First off, says Goodyear, “Although Duchamp is a giant, one of the most influential figures in modern art, he is still not terribly well known to the American public.” When most people think of Duchamp, usually what comes to mind is either the urinal, named Fountain, and signed with the pseudonym “R. Mutt,” or his parody of Mona Lisa with a mustache and a goatee. But there is much more to his body of work. His Nude Descending a Staircase No. 2 ruffled feathers for being scandalous at his American debut at the 1913 Armory Show in New York City. His The Bride Stripped Bare By Her Bachelors, Even, also known as The Large Glass is one of his masterpieces. He was a leading Dadaist and Surrealist who flipped the traditional notion of art, portraiture in particular, on its head.

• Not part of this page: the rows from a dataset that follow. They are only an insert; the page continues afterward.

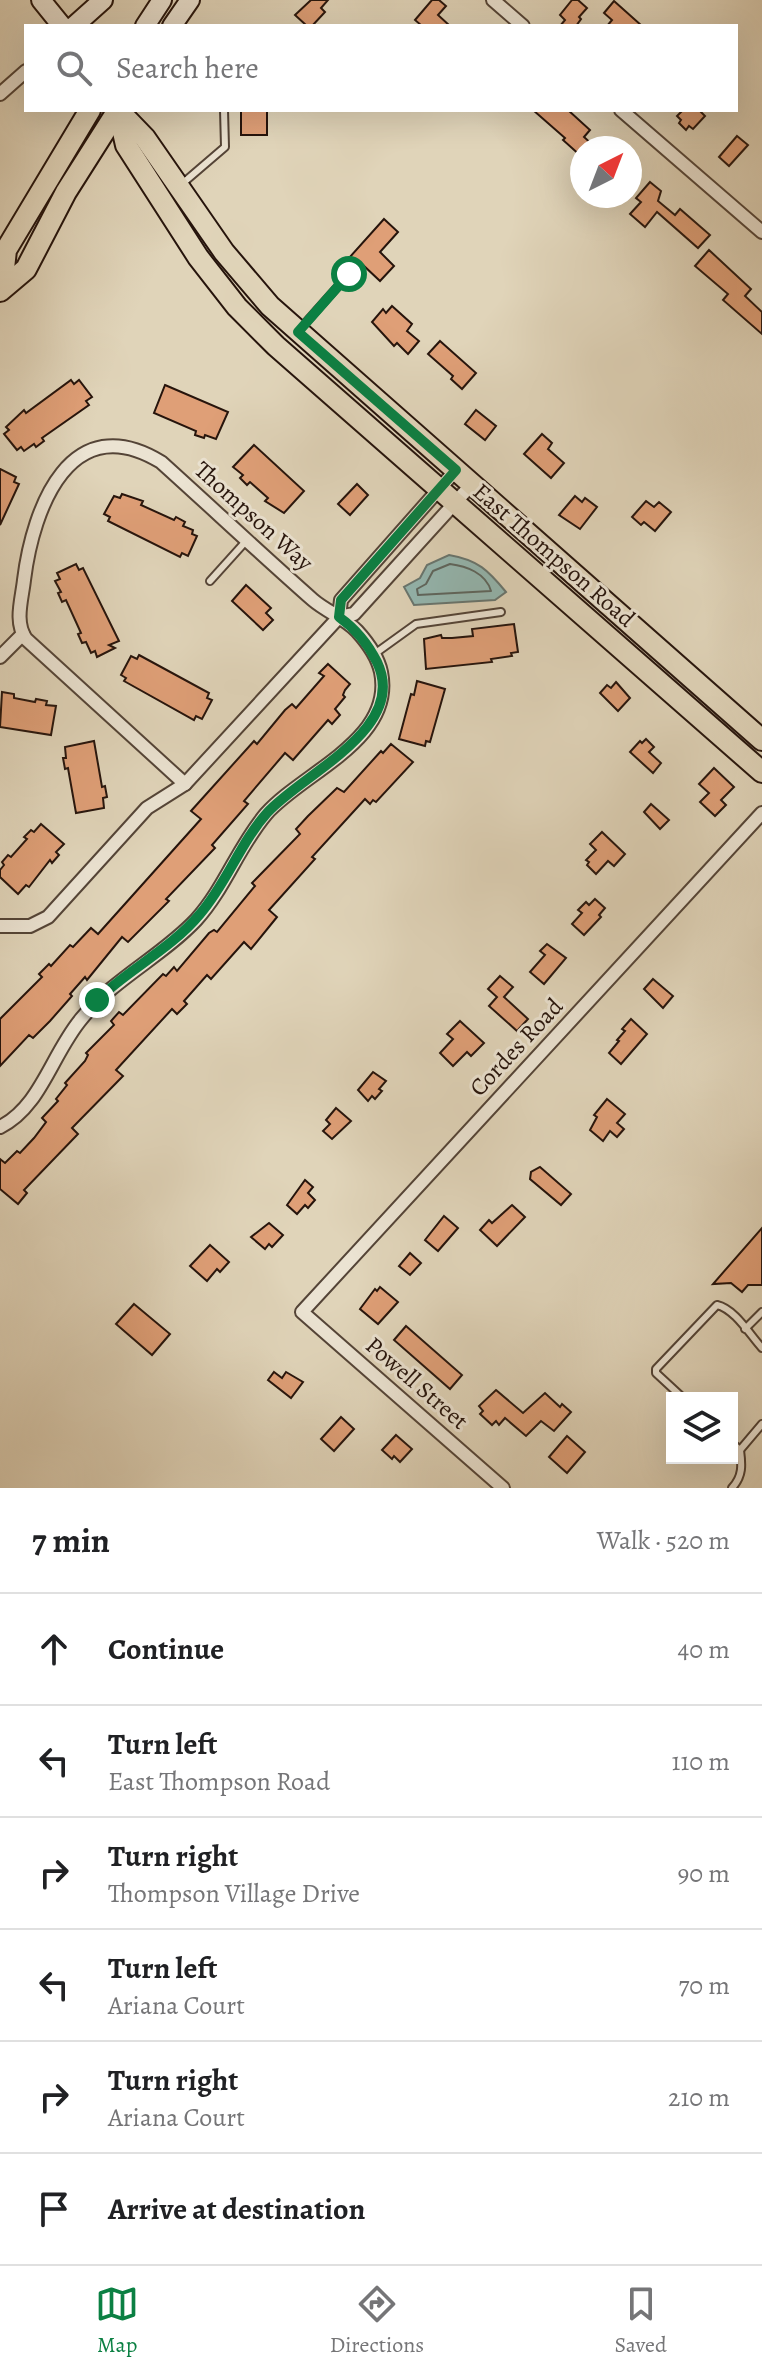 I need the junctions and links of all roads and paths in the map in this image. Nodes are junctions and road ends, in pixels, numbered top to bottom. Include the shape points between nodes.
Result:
1 (42, 0) edge
2 (103, 0) edge
3 (162, 0) edge
4 (190, 0) edge
5 (493, 0) edge
6 (60, 24) edge
7 (76, 24) edge
8 (146, 24) edge
9 (176, 24) edge
10 (521, 24) edge
11 (24, 73) edge
12 (0, 94) edge
13 (89, 112) edge
14 (117, 112) edge
15 (118, 112) edge
16 (120, 112) edge
17 (224, 112) edge
18 (623, 112) edge
19 (178, 187) junction
20 (762, 232) edge
21 (349, 274) dead end
22 (1, 289) edge
23 (298, 332) junction
24 (456, 470) junction
25 (472, 484) junction
26 (447, 496) junction
27 (247, 540) junction
28 (210, 581) dead end
29 (501, 612) dead end
30 (339, 617) junction
31 (23, 634) junction
32 (373, 655) junction
33 (0, 657) edge
34 (762, 740) edge
35 (762, 772) edge
36 (185, 784) junction
37 (762, 813) edge
38 (0, 926) edge
39 (0, 1127) edge
40 (302, 1312) joint
41 (762, 1312) edge
42 (745, 1329) junction
43 (762, 1348) edge
44 (677, 1392) edge
45 (762, 1424) edge
46 (740, 1450) joint
47 (503, 1488) edge
48 (732, 1488) edge

1 - 6 main road
2 - 7 main road
3 - 8 main road
4 - 9 main road
5 - 10 street
11 - 12 street
13 - 22 main road via 6,250
14 - 22 main road via 26,269
15 - 26 main road, East Thompson Road via 126,145 237,307
16 - 19 main road, East Thompson Road
17 - 19 lane via 225,147
18 - 20 street
19 - 23 main road, East Thompson Road via 251,286
21 - 23 lane
23 - 24 main road, East Thompson Road
24 - 25 main road, East Thompson Road
24 - 26 street
25 - 26 street
25 - 34 main road, East Thompson Road
26 - 30 street via 354,614
26 - 30 street via 341,600
26 - 35 main road, East Thompson Road
27 - 28 lane
27 - 30 street, Thompson Way
27 - 31 street, Thompson Way via 161,462 139,450 97,447 75,458 59,475 29,549 19,620
29 - 32 lane via 416,624
30 - 32 street, Thompson Way via 357,630
30 - 36 street
31 - 33 street
31 - 36 street
32 - 39 street via 382,693 369,726 266,814 200,915 97,1000 63,1043 31,1102
36 - 38 street via 147,808 48,917 30,926
37 - 40 street, Cordes Road
40 - 47 street, Powell Street
41 - 42 lane
42 - 43 lane
42 - 44 lane via 717,1305 656,1373
45 - 46 lane
46 - 48 lane via 742,1469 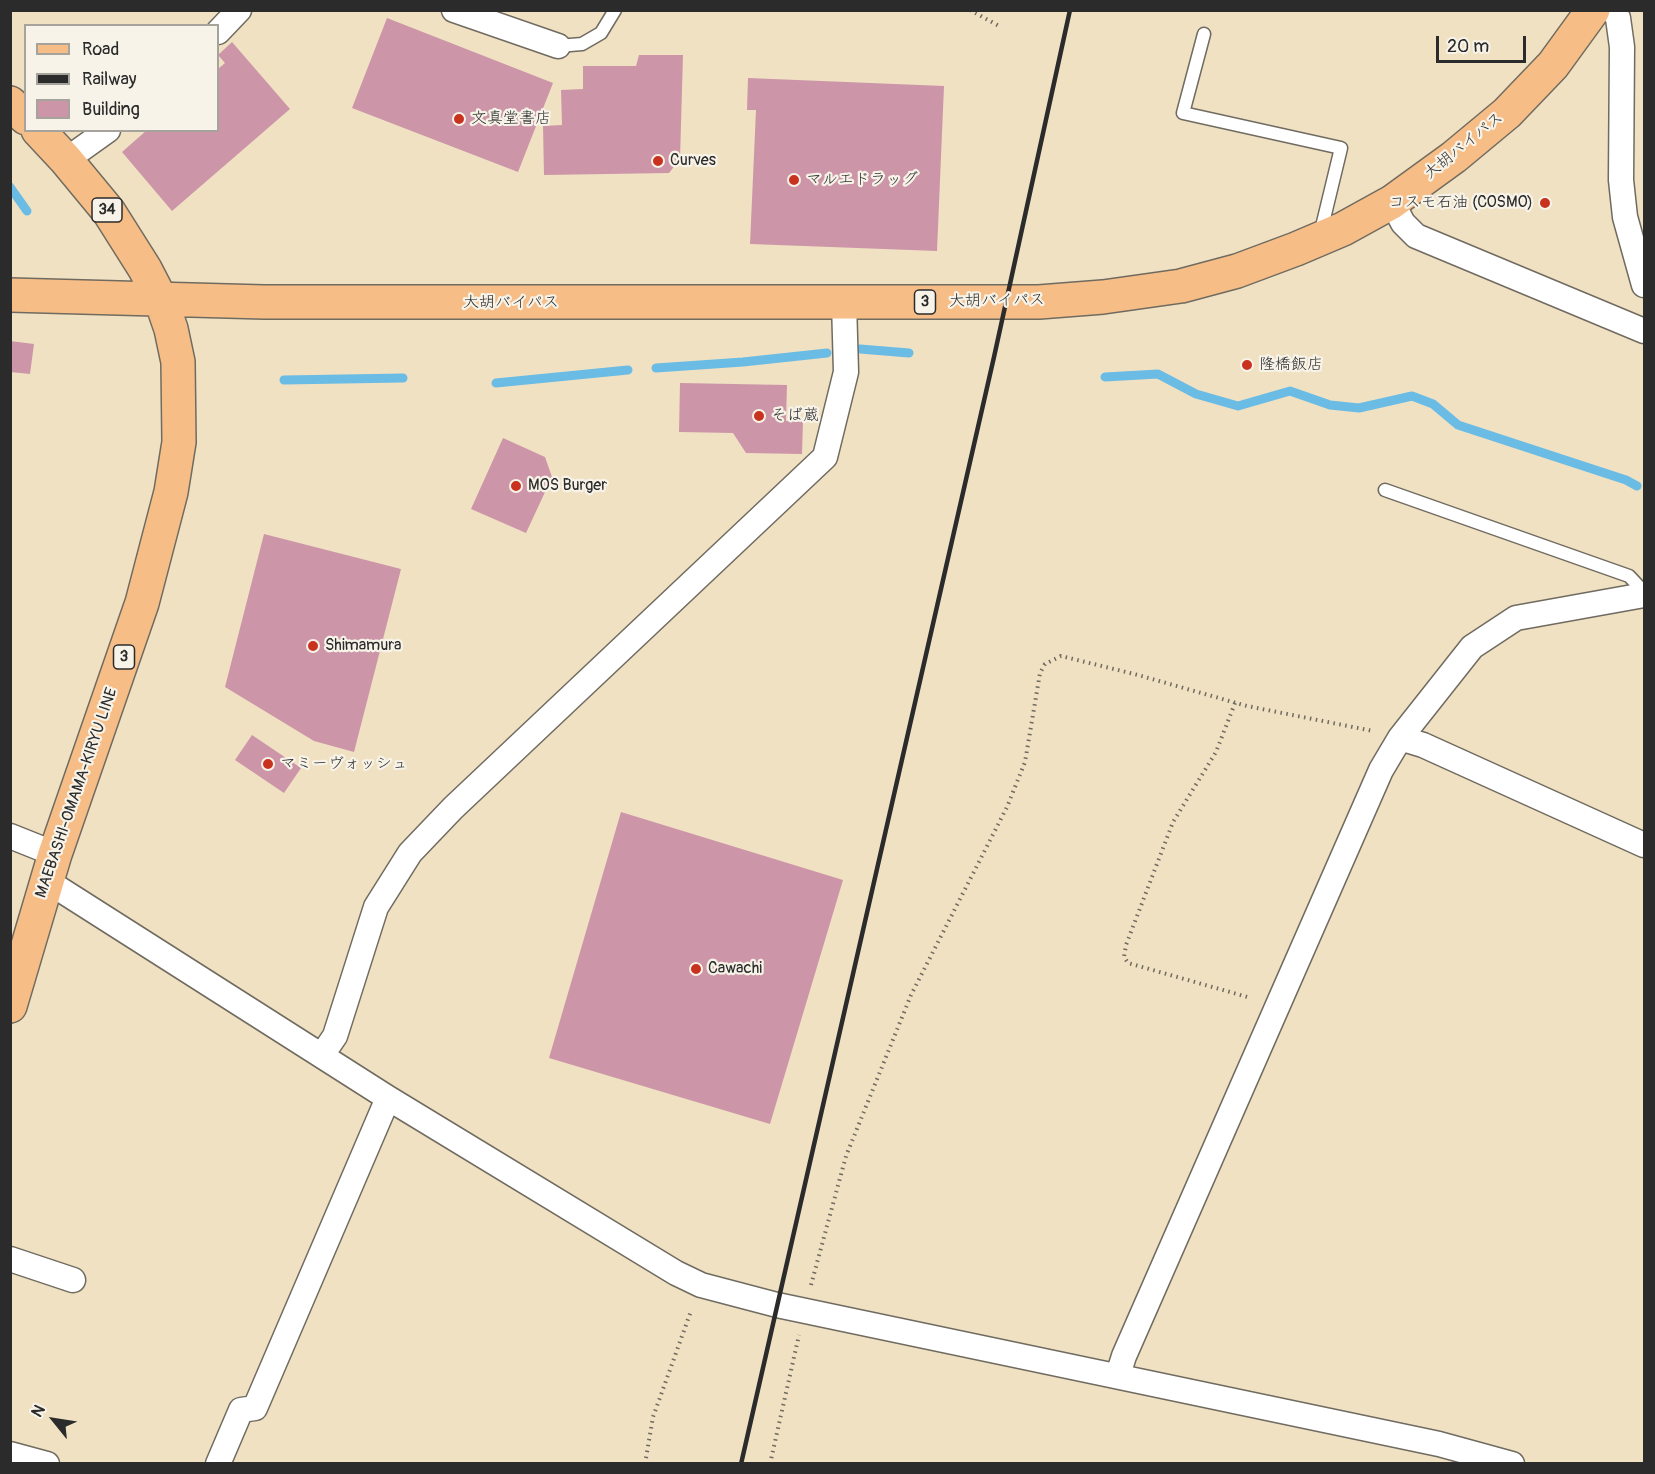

What also doesn’t often come to mind is the artist, the face, behind the work, which leads to one of McManus’s revelations. “No one has seriously looked at Duchamp [himself] as a subject,” he says. But he and Goodyear are trying to fill that gap. The exhibition features 100 portraits and self-portraits of Duchamp, pared down from about 800 that they found, by close to 60 artists. The vintage photographs, prints, drawings, paintings, sculpture and film date from 1887 to the present.
Yes, the present. Many of the portraits in the exhibition were made after Duchamp’s death in 1968 but are heavily influenced by his revolutionary ideas about constructing multiple and elastic identities. He played around with profile, creating mug shots and silhouettes of himself, and aliases, even posing a few times in drag as his alter ego, a woman by the name of Rrose Sélavy (Get it? Eros, se la vie). And later artists would do the same, which leads to the third thematic-rendering revelation that guided the co-curators’ conception of the exhibition. “He’s an artist that reaches beyond the grave,” says Goodyear. After all, as the exhibition notes, in his last years of life, the artist carried in his pocket a piece of paper that read, in French, “Besides, it is always the others who die”—and the words became his epitaph.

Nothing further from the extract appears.